Task objective
All lines below containing the string "Right" are to be copied.

Records for the exercise
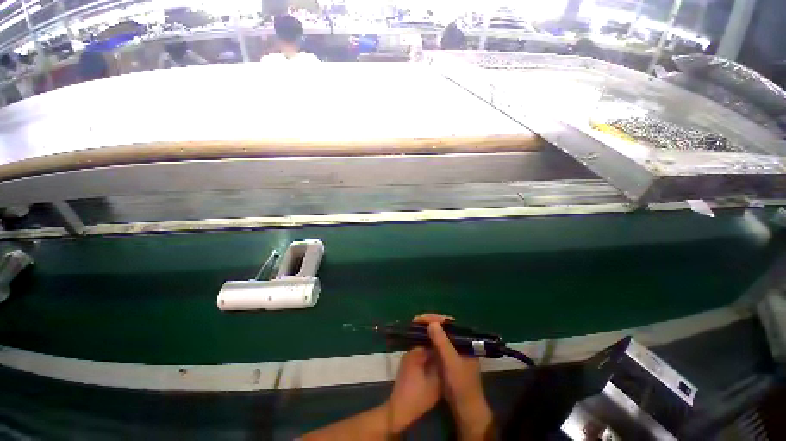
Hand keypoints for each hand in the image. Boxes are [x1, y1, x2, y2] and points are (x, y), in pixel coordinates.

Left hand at [384, 320, 440, 432]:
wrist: (399, 411)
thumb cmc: (417, 398)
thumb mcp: (435, 383)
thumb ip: (442, 362)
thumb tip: (448, 346)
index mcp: (416, 350)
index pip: (424, 328)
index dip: (436, 322)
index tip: (448, 321)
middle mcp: (412, 348)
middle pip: (423, 330)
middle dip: (436, 325)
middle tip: (450, 325)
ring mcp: (411, 354)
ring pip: (424, 338)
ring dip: (435, 334)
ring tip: (449, 334)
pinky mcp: (412, 360)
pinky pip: (424, 346)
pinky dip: (433, 344)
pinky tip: (443, 347)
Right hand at [425, 317, 493, 440]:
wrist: (466, 409)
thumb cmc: (461, 385)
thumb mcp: (451, 363)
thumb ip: (442, 343)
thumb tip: (432, 323)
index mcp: (465, 341)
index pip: (450, 323)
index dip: (436, 318)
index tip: (422, 318)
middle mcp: (460, 343)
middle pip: (444, 327)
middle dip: (430, 323)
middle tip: (416, 321)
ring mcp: (454, 351)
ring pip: (440, 335)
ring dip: (428, 331)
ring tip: (416, 327)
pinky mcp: (448, 359)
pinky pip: (437, 345)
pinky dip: (429, 341)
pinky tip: (420, 340)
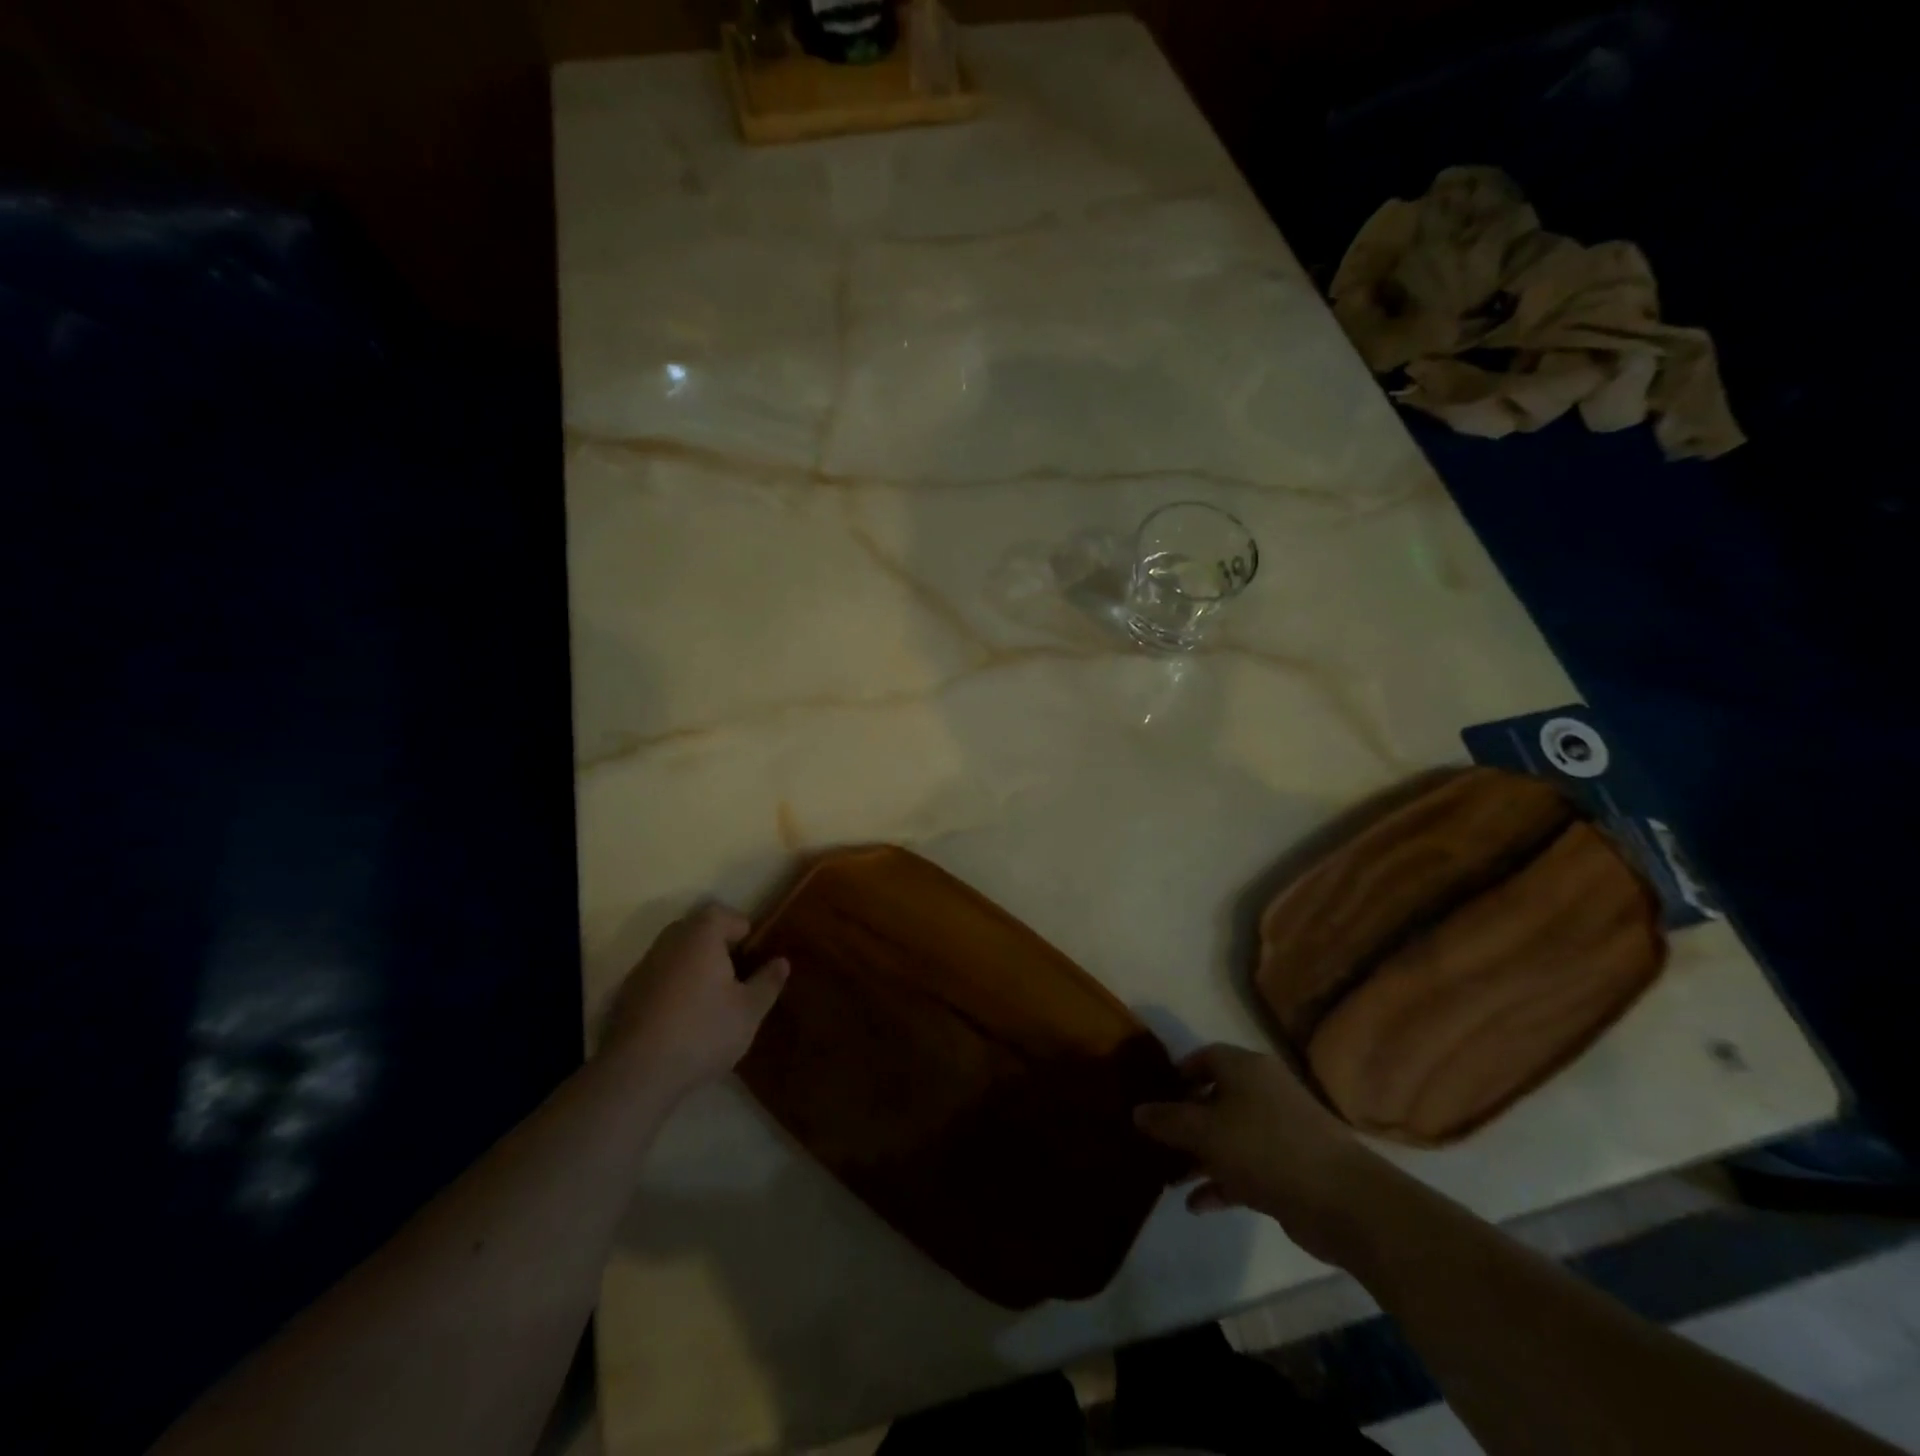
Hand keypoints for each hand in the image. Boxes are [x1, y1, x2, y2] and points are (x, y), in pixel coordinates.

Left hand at [600, 905, 787, 1099]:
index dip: (743, 931)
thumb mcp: (749, 1010)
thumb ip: (768, 982)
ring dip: (693, 966)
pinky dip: (673, 986)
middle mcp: (670, 941)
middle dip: (717, 945)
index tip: (754, 956)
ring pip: (676, 953)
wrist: (638, 1072)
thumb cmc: (703, 1031)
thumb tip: (781, 961)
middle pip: (697, 930)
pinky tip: (683, 1017)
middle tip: (736, 973)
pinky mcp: (627, 994)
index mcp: (701, 935)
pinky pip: (659, 977)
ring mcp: (644, 966)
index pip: (725, 915)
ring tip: (711, 997)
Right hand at [1134, 1043, 1389, 1266]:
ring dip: (1198, 1157)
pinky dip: (1221, 1183)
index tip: (1153, 1098)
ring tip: (1168, 1179)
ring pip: (1228, 1136)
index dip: (1177, 1075)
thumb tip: (1137, 1111)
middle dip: (1183, 1122)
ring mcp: (1279, 1131)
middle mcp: (1263, 1092)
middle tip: (1155, 1143)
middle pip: (1214, 1099)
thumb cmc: (1266, 1148)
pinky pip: (1244, 1168)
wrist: (1345, 1201)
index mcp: (1245, 1069)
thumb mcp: (1206, 1132)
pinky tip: (1196, 1205)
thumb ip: (1168, 1121)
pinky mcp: (1289, 1169)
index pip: (1204, 1058)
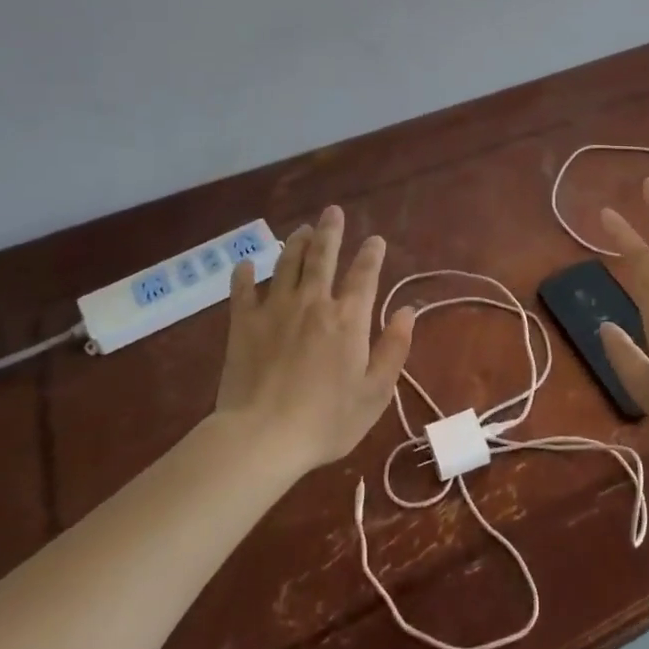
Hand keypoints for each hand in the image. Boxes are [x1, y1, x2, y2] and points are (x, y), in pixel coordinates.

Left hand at [216, 205, 415, 473]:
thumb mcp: (375, 392)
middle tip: (332, 211)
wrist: (263, 437)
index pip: (364, 275)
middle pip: (322, 257)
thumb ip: (393, 348)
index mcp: (348, 319)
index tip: (375, 240)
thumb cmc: (326, 420)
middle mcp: (313, 303)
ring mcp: (275, 310)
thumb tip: (406, 311)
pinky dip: (244, 274)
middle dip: (330, 231)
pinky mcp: (243, 324)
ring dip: (295, 244)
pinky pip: (242, 290)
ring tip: (301, 230)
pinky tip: (246, 264)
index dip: (371, 254)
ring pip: (286, 264)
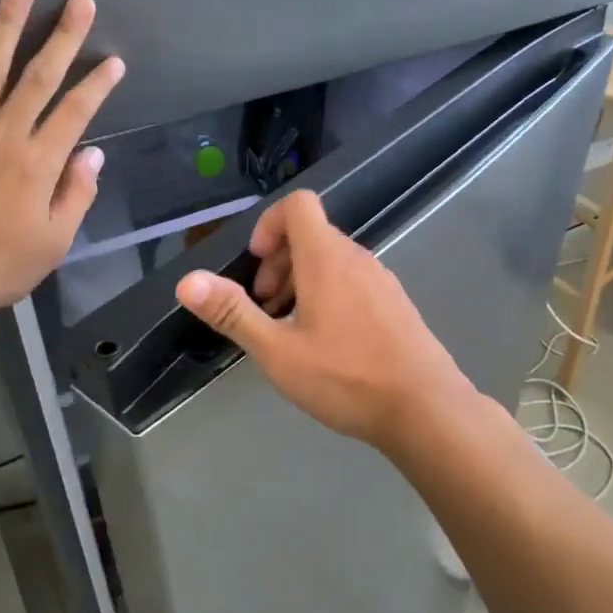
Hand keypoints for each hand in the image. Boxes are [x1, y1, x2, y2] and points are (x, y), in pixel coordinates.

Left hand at [0, 0, 124, 329]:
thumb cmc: (1, 265)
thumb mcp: (54, 241)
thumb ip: (76, 194)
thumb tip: (92, 153)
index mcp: (37, 163)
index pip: (75, 112)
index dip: (97, 84)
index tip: (113, 59)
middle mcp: (2, 136)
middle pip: (37, 78)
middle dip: (62, 36)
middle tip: (79, 0)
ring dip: (5, 24)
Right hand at [173, 191, 476, 451]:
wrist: (425, 408)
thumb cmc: (346, 378)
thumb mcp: (278, 351)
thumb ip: (233, 313)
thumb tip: (188, 282)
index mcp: (327, 258)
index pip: (298, 204)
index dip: (269, 224)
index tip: (256, 265)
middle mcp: (357, 258)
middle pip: (311, 234)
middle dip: (278, 263)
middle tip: (266, 308)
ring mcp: (381, 279)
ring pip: (332, 260)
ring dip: (301, 282)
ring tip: (290, 330)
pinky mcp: (395, 303)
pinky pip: (353, 280)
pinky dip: (328, 294)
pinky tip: (326, 344)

Result for this exercise
Right hand at [425, 317, 493, 440]:
Right hand at [1134, 1043, 1389, 1266]:
Right hand at [173, 191, 476, 451]:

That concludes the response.